Why does iq decrease




















The cause of the IQ decline is due to environmental factors, and not genetics, said Ole Rogeburg, a senior research fellow at Ragnar Frisch Centre and co-author of the study on IQ scores , published in the Proceedings of the National Academy of Sciences journal. Environmental factors include differences in the way young people are educated, increases in time spent online, changes in nutrition and less reading overall.

The downward trend is a reversal of the Flynn effect, a term that describes the vast improvement of IQ scores in many parts of the world throughout the 20th century. According to the study, the Flynn effect peaked in the mids and has declined in the decades since. Write to Mahita Gajanan at mahita. Fluoride exposure in utero linked to lower IQ in kids, study says. Read More. It's something to do with the environment, because we're seeing the same differences within families," he said.
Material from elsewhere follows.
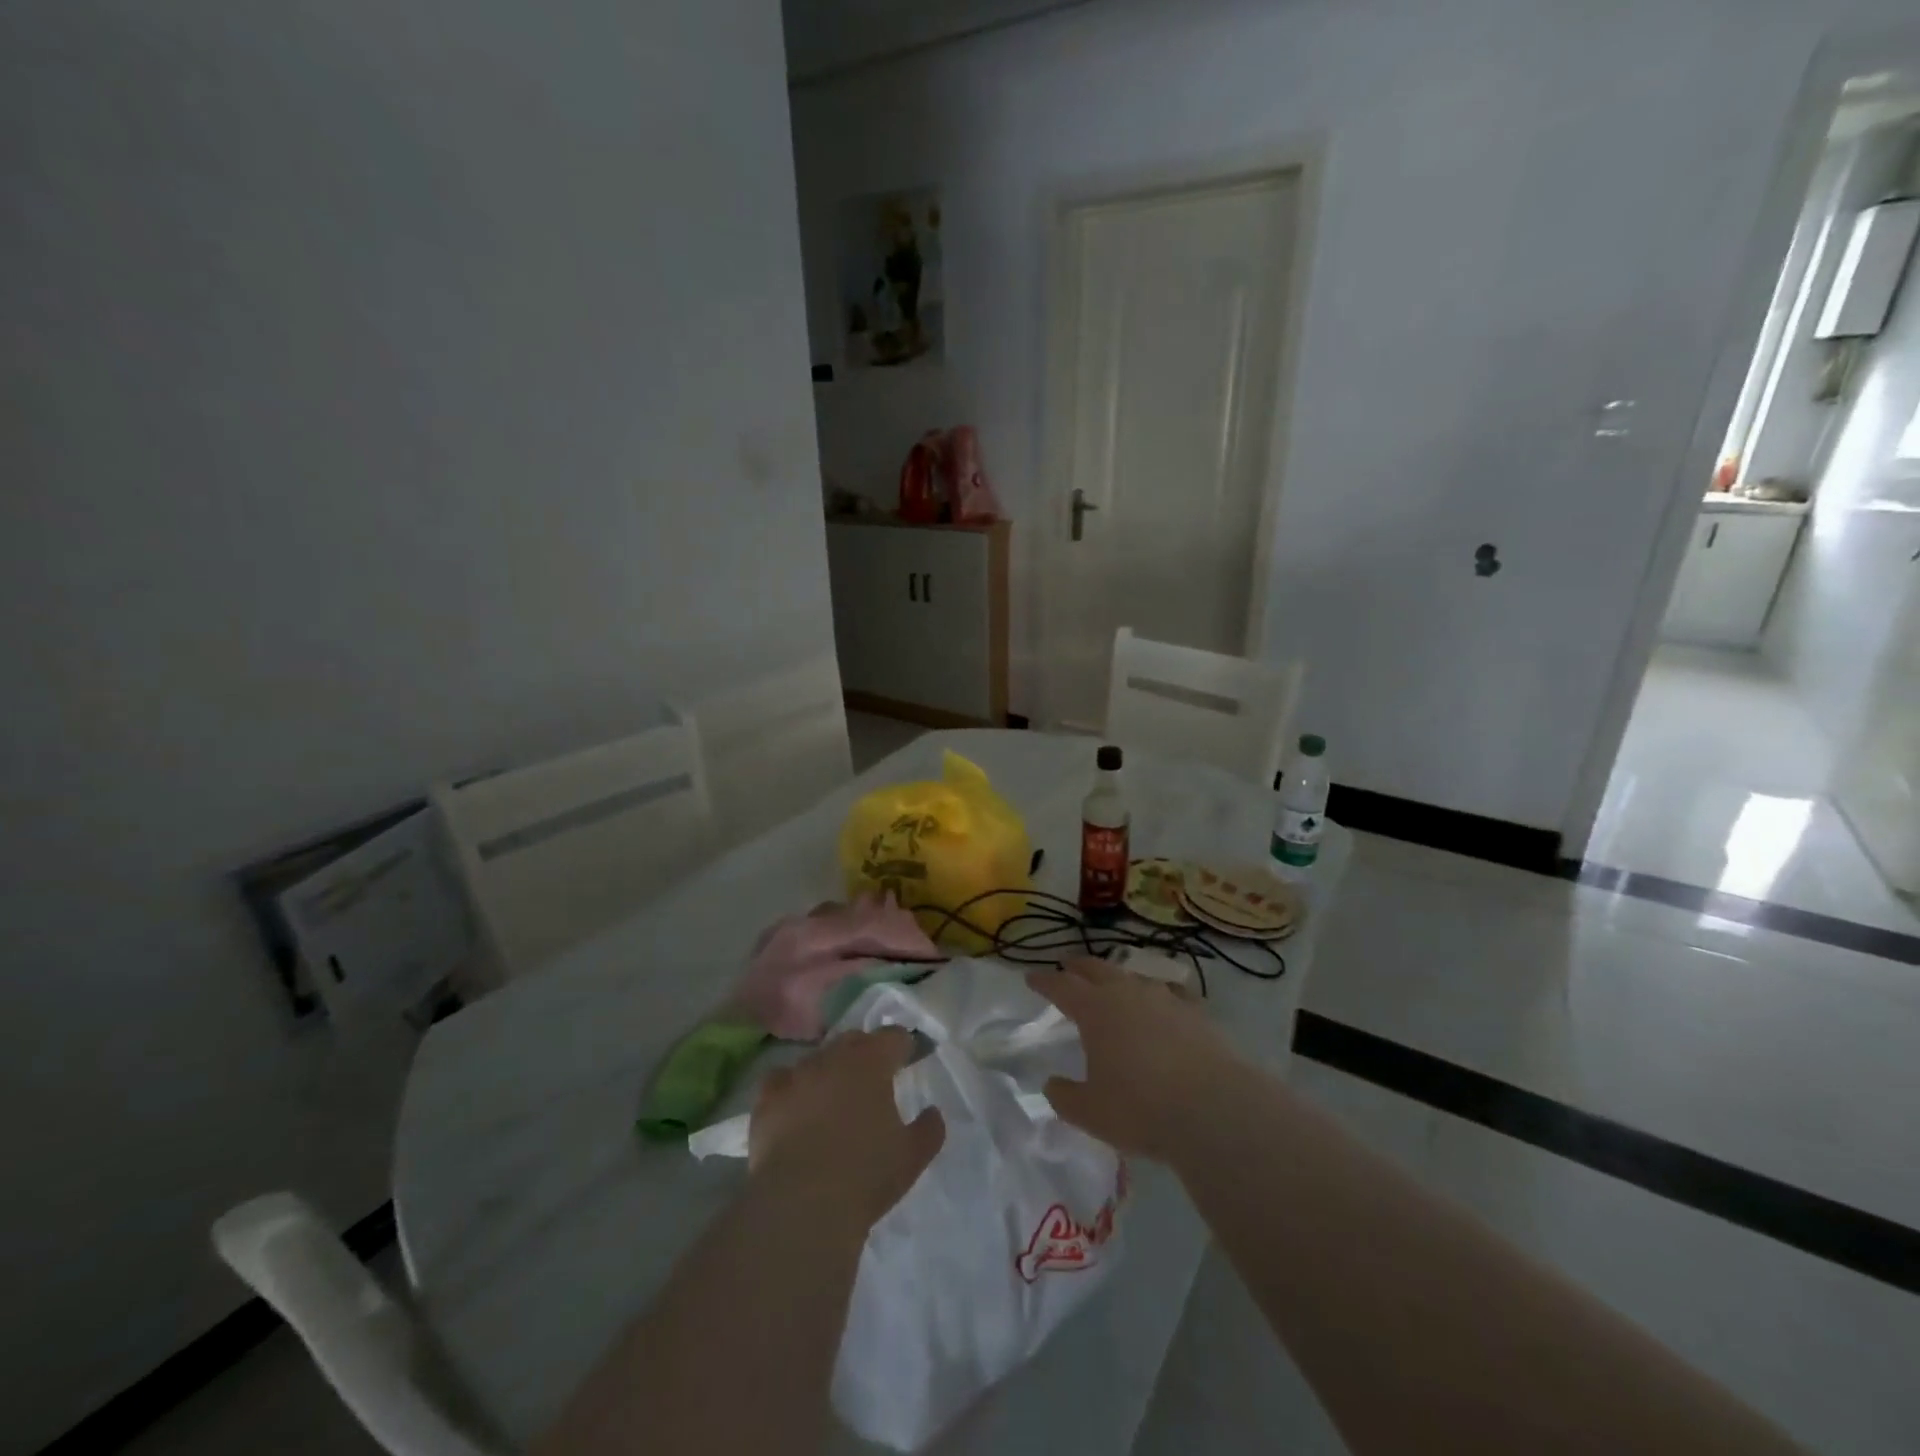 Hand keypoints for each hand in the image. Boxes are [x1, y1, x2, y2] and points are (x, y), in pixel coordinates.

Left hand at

These environmental factors could include changes in the education system and media environment, nutrition, reading less and being online more, Rogeberg said. The earlier rise in IQ scores follows the "Flynn effect," a term for the long-term increase in intelligence levels that occurred during the 20th century, arguably the result of better access to education, according to Stuart Ritchie, a postdoctoral fellow in cognitive ageing at the University of Edinburgh whose research explores IQ scores and intelligence and who was not involved in the new study.

An intelligence or IQ test. Researchers have long preferred to use genes to explain variations in intelligence over environmental factors. However, the new study turns this thinking on its head. Intelligence is heritable, and for a long time, researchers assumed that people with high IQ scores would have kids who also scored above average.
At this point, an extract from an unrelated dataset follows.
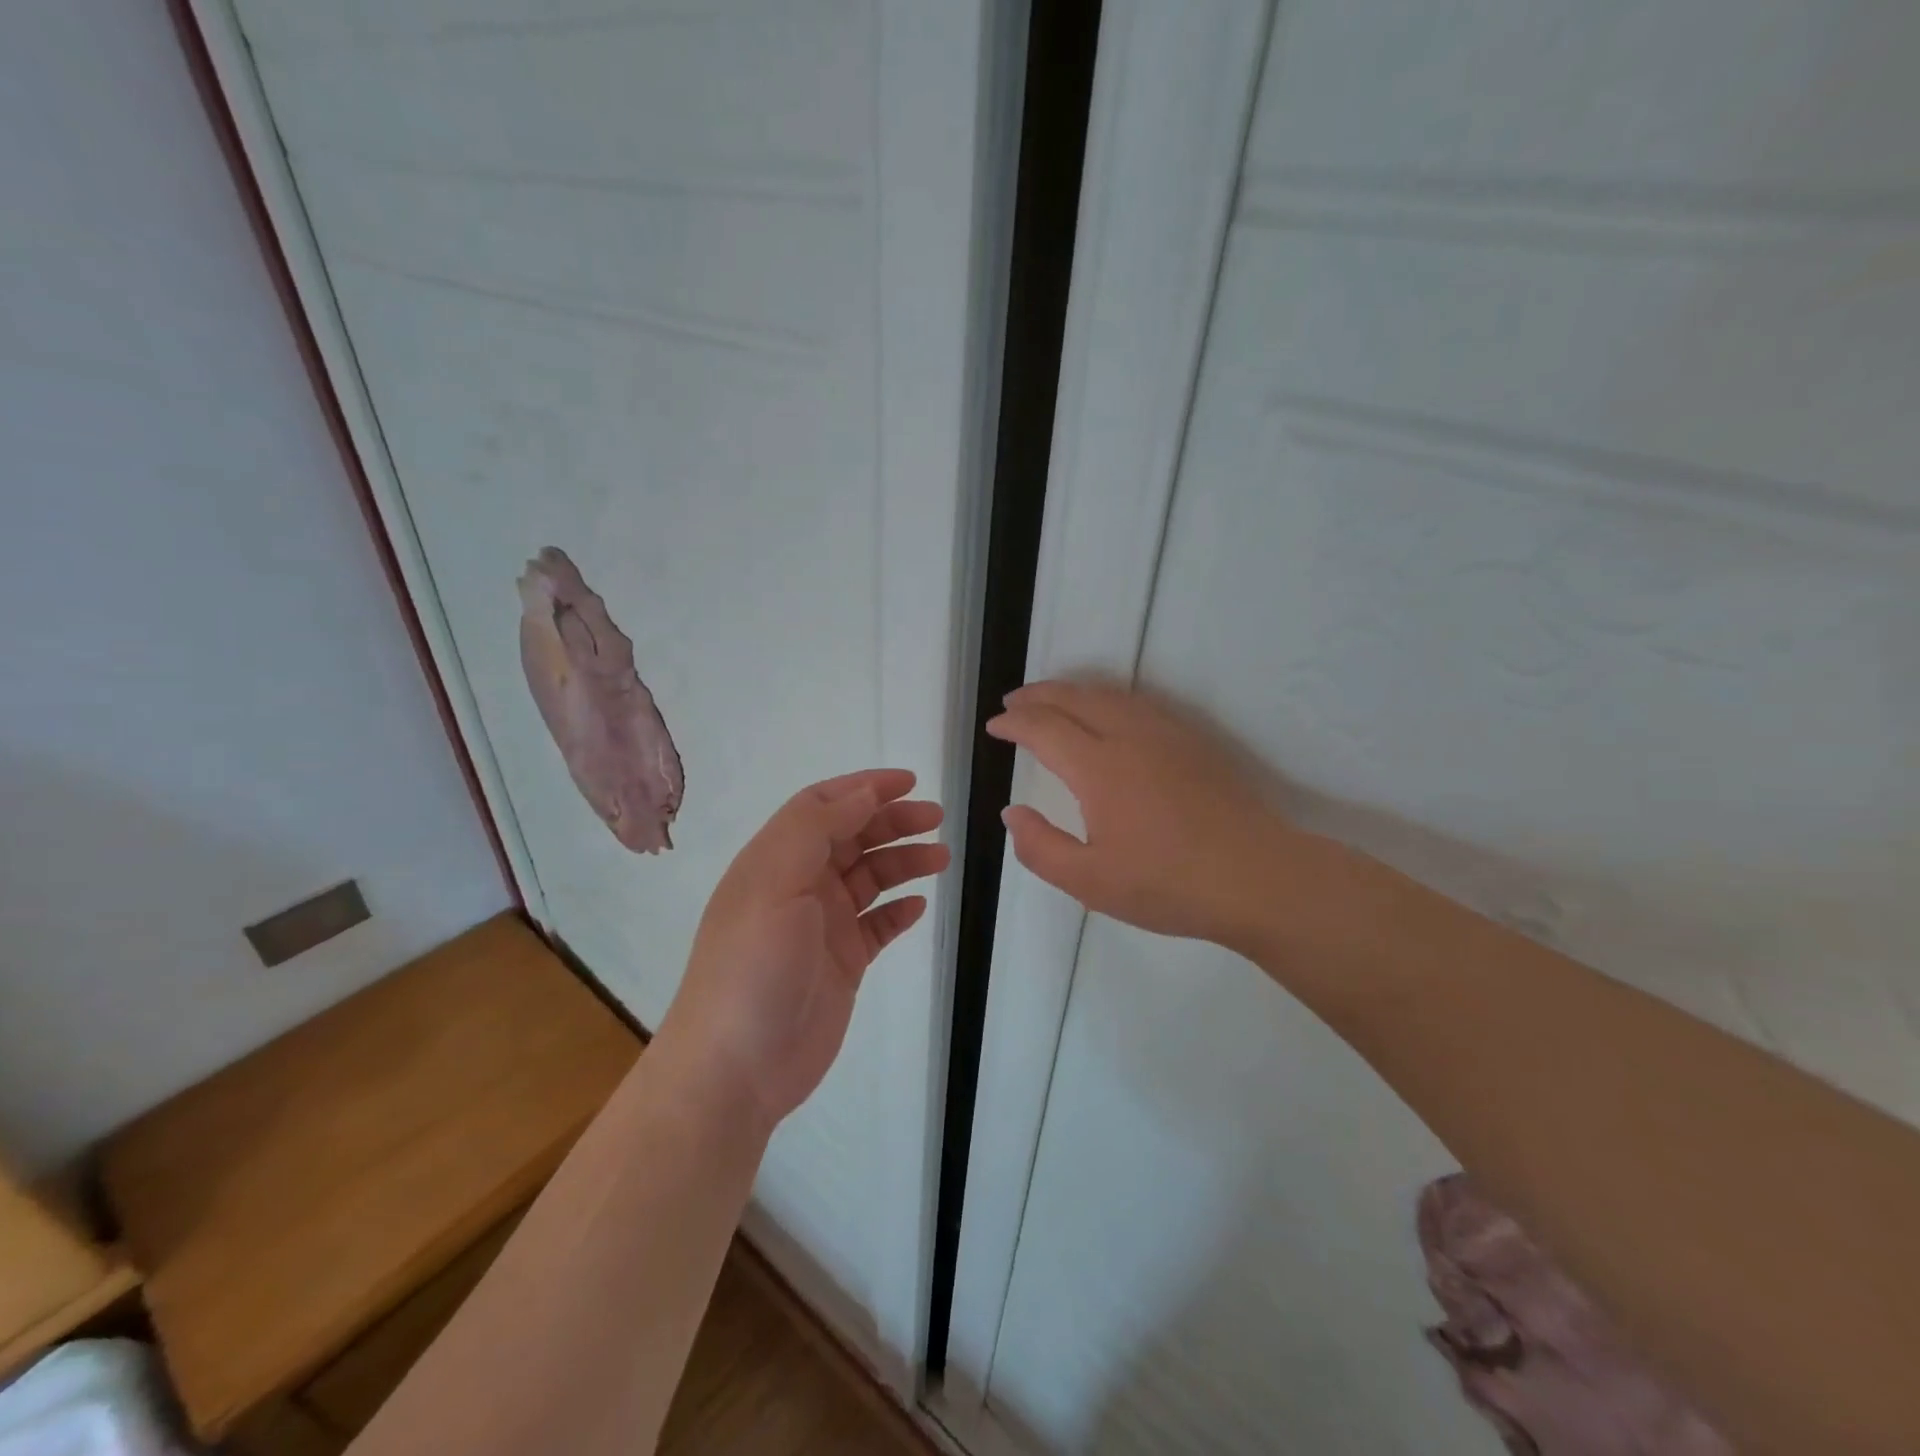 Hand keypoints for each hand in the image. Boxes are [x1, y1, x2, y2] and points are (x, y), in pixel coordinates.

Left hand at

Flynn, the researcher who recognized its full sweep and import. These days, however, Flynn himself concedes that "the IQ gains of the 20th century have faltered. Details vary from study to study and from place to place given the available data. IQ shortfalls in Norway and Denmark appear in longstanding tests of military conscripts, whereas information about France is based on a smaller sample and a different test.
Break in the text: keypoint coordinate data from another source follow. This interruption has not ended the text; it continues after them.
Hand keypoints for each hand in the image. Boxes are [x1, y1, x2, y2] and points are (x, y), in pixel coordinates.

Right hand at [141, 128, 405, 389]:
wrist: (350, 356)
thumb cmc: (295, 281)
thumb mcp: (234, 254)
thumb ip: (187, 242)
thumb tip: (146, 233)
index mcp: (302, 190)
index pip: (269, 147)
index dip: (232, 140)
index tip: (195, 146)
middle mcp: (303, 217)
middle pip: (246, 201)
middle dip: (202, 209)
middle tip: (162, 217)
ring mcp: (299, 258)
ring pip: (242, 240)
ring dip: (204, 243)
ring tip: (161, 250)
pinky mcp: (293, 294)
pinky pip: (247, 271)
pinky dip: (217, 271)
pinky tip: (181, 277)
But the broad pattern has become clearer: Beginning around the turn of the 21st century, many of the most economically advanced nations began experiencing some kind of decline in IQ.

One potential explanation was quasi-eugenic. Alternatively, widening immigration might be bringing less-intelligent newcomers to societies with otherwise higher IQs. However, a study of Norway has punctured these theories by showing that IQs are dropping not just across societies but within families. In other words, the issue is not that educated Norwegians are increasingly outnumbered by lower-IQ immigrants or the children of less-educated citizens.

Even children born to high-IQ parents are slipping down the IQ ladder. Some environmental factor — or collection of factors — is causing a drop in the IQ scores of parents and their own children, and older kids and their younger siblings. One leading explanation is that the rise of lower-skill service jobs has made work less intellectually demanding , leaving IQs to atrophy as people flex their brains less. One leading explanation is that the rise of lower-skill service jobs has made work less intellectually demanding, leaving IQs to atrophy as people flex their brains less.